An insertion device 6 may used for stabilizing and holding the conduit 1 during insertion into two vessel parts V, as shown in FIG. 6. The insertion device simultaneously is a counterpart for the withdrawal of the releasing thread 4. The insertion device comprises guiding part 7 forming an enclosing grip of the conduit 1, and a handle 8 comprising a pair of eyes 9 to be used by the surgeon's fingers or the endoscope robotic arms for guiding the conduit 1 and acting as a counterpart when removing the thread 4. The eyes 9 of the handle 8 are also connected to the guiding enclosing part 7 and is arranged to release said enclosing grip of the conduit.
When using the stent graft of the invention any invasive method can be used to enter the site of preparing a shunt or other type of by-pass that is needed. Thus, general surgery can be used as well as endoscopy where an endoscope is introduced through a blood vessel or the similar and is guided to the site. The vessel to be provided with the anastomotic device is then closed up-stream the damaged site, a surgical incision is made to cut away any damaged tissue of the vessel, and the anastomotic device of the invention is brought into one end of the vessel and is then inserted into the other end of the vessel to be repaired. The releasing thread is then removed from the anastomotic device by drawing it away. Normally, two releasing threads are used starting from the middle of the conduit part and extending to either end of the conduit. See FIG. 5. By allowing the expandable tube parts to expand no suturing is needed but the force of the expansion will keep the connection tight. At the expansion the two ends of the vessel or duct will also be drawn closer to each other and they will rapidly grow together forming a tissue tight seal. The expansion of the net structure is due to its original net polygonal structure to which it strives to revert to. The vessel repaired is then opened after insertion of the conduit and removal of the releasing thread and the blood is allowed to flow through the anastomotic device of the invention.
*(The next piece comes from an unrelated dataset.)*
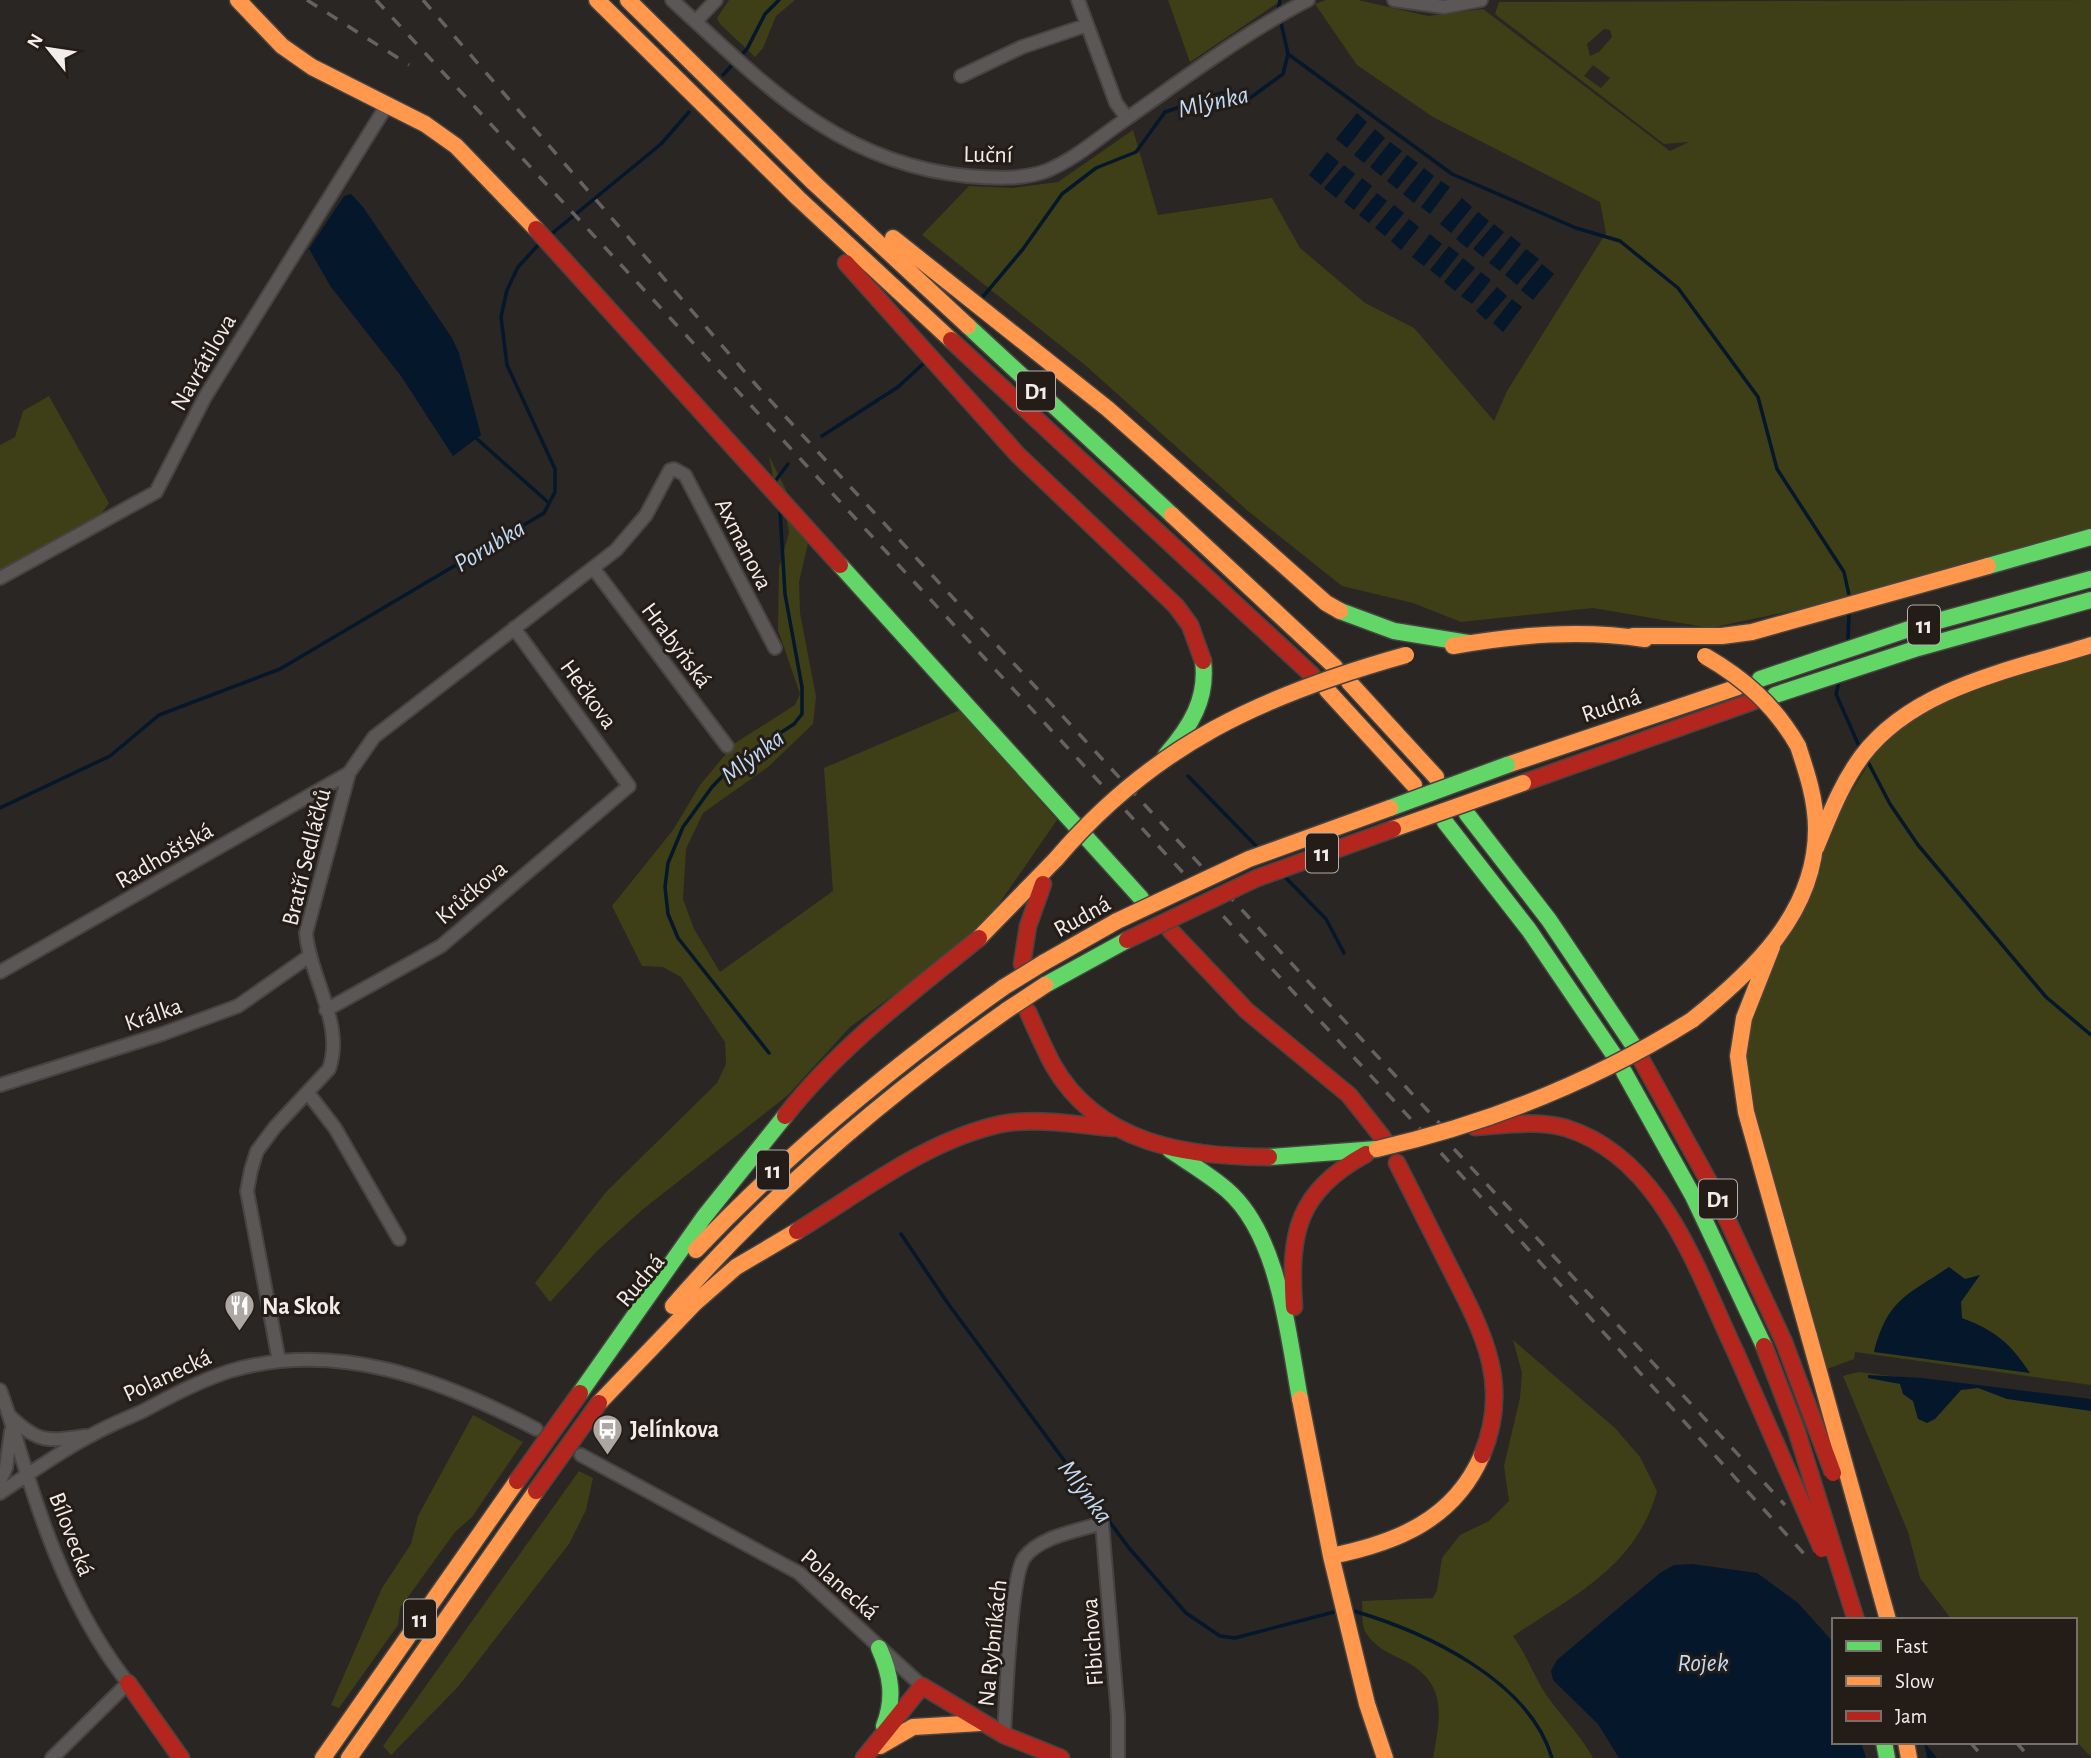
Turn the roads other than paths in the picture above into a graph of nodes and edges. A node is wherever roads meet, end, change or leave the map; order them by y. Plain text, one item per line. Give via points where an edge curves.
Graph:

The anastomotic device of the invention can also be used for by-pass surgery where one end of the anastomotic device is introduced into a vessel down-stream or upstream an occlusion, OS, and the vessel circumventing the occlusion is added to the other end of the device. See FIG. 7. In the figure the vessel, CV, circumventing the occlusion is seen up the left, whereby the releasing thread 4 has been removed from this part and the conduit has been allowed to expand, and whereby to the right the non-expanded part of the conduit 1 has just been entered into the vessel, V.